61HaLnELyZL._SL500_AA240_It’s a hard fact to face, but while the end of summer doesn’t officially get here for another two weeks, this, the week before Labor Day and the rush back to everything we usually do, is the last week.

So let’s not waste the feeling. For the late summer, here’s a very groovy dose of new music. Well, actually old music.

The song “Vehicle” was a 1970 one-hit wonder for the band The Ides of March.

But shortly after it was a hit, the tune was re-imagined in Cuba by Orquesta Cubana de Musica Moderna.

This is one of the gems in the just released second volume of the ear-popping compilation “Si Para Usted.”

You suddenly realize that The Ides of March were as influenced by latin rhythms as the Orquesta Cubana de Musica Moderna was influenced by what was happening on Miami radio stations.

That doesn’t mean that hip Cuban musicians looking to establish their own early 70s psychedelic scene completely abandoned their Afro-Cuban roots.

Case in point: the 1929 Cuban slow dance number “Siboney” had been recorded countless times by various musicians. Also in 1929, bandleader Eddy Gaytan was born.
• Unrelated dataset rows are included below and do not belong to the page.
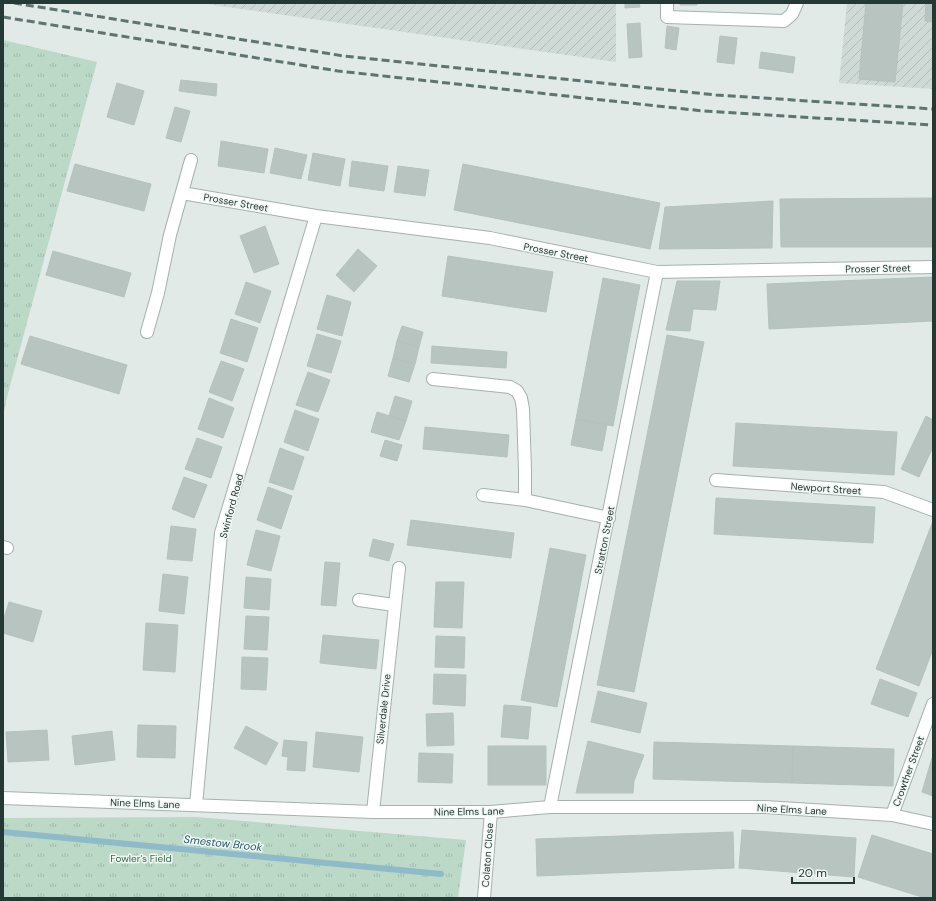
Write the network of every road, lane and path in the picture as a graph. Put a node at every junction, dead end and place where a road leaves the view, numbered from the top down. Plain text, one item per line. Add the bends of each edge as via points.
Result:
1 (667, 3) edge
2 (798, 3) edge
3 (191, 160) dead end
4 (182, 193) junction
5 (316, 216) junction
6 (933, 268) edge
7 (657, 272) junction
8 (147, 332) dead end
9 (434, 379) dead end
10 (716, 480) dead end
11 (483, 495) dead end
12 (525, 500) junction
13 (933, 510) edge
14 (609, 518) junction
15 (399, 568) dead end
16 (359, 600) dead end
17 (394, 605) junction
18 (933, 704) edge
19 (3, 798) edge
20 (196, 805) junction
21 (550, 807) junction
22 (373, 812) junction
23 (490, 812) junction
24 (892, 815) junction
25 (933, 824) edge
26 (484, 898) edge

1 - 2 street via 667,17 761,21 784,21 792,14
3 - 4 street
4 - 5 street, Prosser Street
4 - 8 street
5 - 7 street, Prosser Street via 490,238
5 - 20 street, Swinford Road via 222,533
6 - 7 street, Prosser Street
7 - 14 street, Stratton Street
9 - 12 street via 517,391 523,409
10 - 13 street, Newport Street via 884,492
11 - 12 street
12 - 14 street
14 - 21 street, Stratton Street
15 - 17 street, Silverdale Drive
16 - 17 street
17 - 22 street, Silverdale Drive
18 - 24 street, Crowther Street
19 - 20 street, Nine Elms Lane
20 - 22 street, Nine Elms Lane
21 - 23 street, Nine Elms Lane
21 - 24 street, Nine Elms Lane via 765,807
22 - 23 street, Nine Elms Lane
23 - 26 street, Colaton Close
24 - 25 street, Nine Elms Lane

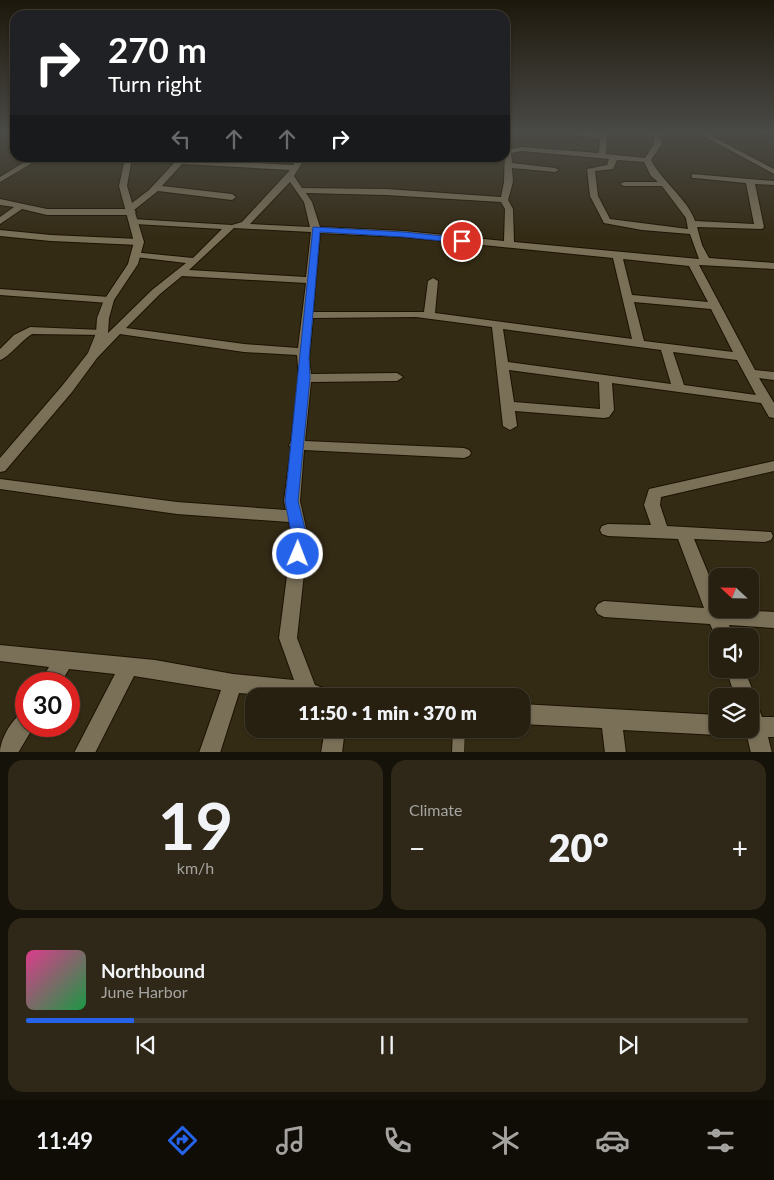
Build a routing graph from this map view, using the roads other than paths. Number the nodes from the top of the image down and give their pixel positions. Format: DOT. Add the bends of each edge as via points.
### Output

And when the 70s hit, Gaytan was arranging for a band called Los Llamas, the llamas.

And he went back to “Siboney.” But you’ve never heard it like this: classic Cuban bolero meets the trippy wah-wah vibe of ? Mark and the Mysterians.

When the first volume of “Si Para Usted” came out two years ago, pscyhedelic mambo was a mind-boggling discovery for me, opening up a world of Cuban music that had been sealed off for years by the economic embargo.

It also made my top ten list that year. Volume two pulls off the same trick. The disk is titled “Si Para Usted Volume 2.”